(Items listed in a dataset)
************

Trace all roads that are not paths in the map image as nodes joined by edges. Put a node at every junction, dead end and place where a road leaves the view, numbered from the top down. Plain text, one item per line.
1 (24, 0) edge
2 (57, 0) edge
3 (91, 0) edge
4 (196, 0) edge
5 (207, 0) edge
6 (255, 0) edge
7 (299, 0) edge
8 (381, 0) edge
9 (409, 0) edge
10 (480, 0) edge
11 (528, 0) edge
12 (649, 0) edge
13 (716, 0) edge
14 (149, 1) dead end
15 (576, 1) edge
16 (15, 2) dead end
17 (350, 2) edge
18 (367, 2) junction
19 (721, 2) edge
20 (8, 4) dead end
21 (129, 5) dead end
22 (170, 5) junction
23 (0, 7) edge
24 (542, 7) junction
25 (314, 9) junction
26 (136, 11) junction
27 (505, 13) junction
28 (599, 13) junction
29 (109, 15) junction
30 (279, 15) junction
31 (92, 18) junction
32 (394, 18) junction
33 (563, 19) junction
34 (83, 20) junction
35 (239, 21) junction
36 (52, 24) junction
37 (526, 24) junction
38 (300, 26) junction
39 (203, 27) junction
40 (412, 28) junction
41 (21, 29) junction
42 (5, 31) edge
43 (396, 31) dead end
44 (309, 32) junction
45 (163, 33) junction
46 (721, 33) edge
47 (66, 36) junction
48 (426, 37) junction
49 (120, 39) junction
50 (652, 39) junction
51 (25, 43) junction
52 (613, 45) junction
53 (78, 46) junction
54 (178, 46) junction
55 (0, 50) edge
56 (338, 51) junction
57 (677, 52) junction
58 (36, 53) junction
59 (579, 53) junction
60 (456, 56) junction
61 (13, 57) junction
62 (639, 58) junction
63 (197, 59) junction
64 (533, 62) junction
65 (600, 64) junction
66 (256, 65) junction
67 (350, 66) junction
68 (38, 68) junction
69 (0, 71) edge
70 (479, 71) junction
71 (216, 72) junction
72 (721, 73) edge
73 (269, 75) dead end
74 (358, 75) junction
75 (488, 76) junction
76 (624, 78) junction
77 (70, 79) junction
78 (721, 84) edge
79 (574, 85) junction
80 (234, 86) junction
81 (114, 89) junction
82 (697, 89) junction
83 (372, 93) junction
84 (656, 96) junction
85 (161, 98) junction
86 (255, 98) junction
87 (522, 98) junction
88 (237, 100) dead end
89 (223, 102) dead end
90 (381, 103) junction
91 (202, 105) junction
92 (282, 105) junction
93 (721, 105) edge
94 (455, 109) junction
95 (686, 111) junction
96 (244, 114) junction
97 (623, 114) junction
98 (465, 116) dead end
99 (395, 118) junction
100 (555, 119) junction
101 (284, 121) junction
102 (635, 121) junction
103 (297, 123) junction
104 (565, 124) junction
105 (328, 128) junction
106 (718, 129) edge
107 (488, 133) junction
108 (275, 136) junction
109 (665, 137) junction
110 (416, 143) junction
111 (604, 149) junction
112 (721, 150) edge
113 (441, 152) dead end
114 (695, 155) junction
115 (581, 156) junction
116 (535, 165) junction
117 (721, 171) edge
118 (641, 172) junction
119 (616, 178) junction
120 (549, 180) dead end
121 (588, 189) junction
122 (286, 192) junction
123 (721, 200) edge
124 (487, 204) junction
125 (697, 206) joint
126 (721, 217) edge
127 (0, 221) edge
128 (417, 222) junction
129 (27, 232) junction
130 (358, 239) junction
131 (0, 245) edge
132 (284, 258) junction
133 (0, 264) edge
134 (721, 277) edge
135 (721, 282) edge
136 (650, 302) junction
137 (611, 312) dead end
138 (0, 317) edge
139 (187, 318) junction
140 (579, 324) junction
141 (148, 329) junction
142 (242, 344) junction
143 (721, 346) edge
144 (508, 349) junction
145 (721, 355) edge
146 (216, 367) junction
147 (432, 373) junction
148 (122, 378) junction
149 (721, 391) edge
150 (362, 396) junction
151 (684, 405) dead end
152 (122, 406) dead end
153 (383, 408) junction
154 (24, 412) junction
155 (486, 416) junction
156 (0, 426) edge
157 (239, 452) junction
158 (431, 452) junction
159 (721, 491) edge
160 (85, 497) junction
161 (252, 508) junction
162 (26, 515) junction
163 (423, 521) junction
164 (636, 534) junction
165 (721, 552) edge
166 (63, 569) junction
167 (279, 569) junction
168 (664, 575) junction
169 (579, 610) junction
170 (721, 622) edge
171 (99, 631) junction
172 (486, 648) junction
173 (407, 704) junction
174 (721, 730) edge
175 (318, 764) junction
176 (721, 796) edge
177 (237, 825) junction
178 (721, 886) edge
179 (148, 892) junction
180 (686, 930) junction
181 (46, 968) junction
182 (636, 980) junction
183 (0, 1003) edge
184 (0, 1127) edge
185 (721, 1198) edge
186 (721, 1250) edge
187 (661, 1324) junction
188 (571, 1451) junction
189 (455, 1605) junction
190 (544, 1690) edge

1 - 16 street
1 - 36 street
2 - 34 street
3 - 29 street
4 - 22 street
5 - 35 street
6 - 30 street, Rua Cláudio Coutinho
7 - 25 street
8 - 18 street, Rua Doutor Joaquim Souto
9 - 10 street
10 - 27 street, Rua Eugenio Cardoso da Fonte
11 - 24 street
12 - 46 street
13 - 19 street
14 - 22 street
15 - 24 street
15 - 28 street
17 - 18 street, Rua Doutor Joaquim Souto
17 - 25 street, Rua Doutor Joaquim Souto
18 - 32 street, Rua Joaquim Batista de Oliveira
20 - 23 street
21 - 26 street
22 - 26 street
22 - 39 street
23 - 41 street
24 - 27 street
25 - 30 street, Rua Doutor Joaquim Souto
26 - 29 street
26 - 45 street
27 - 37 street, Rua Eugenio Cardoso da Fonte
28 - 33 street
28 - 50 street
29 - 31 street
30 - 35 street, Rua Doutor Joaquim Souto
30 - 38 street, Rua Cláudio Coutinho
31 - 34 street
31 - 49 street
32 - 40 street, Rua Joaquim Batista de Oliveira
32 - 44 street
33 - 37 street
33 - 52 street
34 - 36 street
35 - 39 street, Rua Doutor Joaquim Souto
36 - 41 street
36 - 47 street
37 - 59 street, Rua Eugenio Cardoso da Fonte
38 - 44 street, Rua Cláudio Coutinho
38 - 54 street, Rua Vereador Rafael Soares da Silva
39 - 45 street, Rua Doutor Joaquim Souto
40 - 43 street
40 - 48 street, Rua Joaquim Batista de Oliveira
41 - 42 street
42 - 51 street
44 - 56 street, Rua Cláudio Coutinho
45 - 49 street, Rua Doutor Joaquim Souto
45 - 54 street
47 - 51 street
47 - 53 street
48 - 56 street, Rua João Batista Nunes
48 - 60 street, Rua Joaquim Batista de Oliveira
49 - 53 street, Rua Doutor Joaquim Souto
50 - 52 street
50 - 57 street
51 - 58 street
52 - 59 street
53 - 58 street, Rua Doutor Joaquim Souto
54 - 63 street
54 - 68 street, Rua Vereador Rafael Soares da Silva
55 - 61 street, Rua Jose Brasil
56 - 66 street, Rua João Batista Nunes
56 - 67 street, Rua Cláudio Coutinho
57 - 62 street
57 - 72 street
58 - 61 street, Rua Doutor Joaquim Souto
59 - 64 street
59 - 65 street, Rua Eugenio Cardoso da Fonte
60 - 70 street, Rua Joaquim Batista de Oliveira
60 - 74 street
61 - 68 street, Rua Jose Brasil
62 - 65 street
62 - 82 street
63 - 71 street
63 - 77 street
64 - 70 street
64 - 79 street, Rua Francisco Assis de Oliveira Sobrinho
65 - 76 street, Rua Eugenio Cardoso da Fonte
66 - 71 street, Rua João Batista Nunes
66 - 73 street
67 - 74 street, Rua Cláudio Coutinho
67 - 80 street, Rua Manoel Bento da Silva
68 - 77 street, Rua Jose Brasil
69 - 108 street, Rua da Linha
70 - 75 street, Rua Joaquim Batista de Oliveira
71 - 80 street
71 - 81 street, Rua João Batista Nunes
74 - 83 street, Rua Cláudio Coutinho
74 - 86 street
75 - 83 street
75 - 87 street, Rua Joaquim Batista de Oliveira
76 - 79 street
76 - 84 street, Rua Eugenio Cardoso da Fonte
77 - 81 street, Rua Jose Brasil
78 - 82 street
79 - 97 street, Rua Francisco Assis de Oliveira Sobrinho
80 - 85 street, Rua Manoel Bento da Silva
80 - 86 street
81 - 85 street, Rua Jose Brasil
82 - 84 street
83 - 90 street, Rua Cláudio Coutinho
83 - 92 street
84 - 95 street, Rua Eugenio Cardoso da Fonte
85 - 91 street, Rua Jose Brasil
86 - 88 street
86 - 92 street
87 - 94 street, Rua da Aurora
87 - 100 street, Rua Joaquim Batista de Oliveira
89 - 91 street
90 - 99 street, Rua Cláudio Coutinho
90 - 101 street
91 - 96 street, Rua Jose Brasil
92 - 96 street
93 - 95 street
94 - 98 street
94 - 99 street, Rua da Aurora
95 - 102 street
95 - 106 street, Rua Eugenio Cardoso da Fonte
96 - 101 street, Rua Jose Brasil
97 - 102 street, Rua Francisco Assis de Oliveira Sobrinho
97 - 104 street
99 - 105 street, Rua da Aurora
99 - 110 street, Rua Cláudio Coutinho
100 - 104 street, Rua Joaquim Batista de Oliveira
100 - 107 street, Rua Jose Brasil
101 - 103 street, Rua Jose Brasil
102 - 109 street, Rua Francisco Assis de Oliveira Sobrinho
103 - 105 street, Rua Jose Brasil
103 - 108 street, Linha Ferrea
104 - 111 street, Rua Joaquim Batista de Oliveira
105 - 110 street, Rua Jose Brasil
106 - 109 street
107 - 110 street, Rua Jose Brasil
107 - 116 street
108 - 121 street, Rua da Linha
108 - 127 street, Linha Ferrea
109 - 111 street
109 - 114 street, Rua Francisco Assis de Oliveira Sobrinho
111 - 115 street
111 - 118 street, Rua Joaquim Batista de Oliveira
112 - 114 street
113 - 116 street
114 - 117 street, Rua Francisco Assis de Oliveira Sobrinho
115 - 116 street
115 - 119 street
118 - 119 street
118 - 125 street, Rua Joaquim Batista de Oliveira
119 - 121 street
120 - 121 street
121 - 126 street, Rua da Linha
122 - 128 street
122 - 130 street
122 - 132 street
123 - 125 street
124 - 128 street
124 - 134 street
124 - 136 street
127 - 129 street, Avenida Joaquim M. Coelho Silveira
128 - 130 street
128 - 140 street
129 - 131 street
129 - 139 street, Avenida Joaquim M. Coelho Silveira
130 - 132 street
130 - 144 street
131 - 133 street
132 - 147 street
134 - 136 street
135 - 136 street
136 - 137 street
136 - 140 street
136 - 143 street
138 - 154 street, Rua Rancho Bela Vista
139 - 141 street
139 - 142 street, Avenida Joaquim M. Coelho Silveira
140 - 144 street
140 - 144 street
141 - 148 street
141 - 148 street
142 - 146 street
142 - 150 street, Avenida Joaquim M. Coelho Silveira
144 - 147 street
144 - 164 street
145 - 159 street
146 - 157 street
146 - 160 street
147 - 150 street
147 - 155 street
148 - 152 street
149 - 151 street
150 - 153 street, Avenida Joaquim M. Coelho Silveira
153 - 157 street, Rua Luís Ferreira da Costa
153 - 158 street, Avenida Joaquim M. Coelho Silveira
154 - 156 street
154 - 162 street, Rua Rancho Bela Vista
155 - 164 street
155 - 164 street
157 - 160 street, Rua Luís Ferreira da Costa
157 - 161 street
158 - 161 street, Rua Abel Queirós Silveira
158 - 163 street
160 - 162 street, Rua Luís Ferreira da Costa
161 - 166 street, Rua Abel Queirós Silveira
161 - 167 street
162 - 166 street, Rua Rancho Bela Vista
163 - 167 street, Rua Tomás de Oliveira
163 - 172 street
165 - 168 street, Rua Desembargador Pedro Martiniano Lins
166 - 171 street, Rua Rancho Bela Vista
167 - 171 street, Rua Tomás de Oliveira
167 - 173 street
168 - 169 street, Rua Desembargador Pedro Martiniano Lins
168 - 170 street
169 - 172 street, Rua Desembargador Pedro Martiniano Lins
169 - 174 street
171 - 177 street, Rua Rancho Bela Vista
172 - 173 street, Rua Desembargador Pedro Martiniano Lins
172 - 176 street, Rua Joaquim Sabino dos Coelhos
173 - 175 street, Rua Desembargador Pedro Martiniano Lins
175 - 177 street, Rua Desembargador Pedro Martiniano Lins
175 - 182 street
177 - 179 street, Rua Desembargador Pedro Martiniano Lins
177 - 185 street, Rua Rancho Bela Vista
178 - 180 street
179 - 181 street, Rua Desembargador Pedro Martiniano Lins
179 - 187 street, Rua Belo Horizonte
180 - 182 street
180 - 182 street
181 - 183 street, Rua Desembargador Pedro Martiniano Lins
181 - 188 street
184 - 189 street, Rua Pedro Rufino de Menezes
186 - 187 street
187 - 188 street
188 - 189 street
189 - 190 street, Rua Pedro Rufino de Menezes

************

* **What is being asked**:
Spot the lines above that mention "Luís" and copy them.

* **Your response**:
153 - 157 street, Rua Luís Ferreira da Costa
157 - 160 street, Rua Luís Ferreira da Costa
160 - 162 street, Rua Luís Ferreira da Costa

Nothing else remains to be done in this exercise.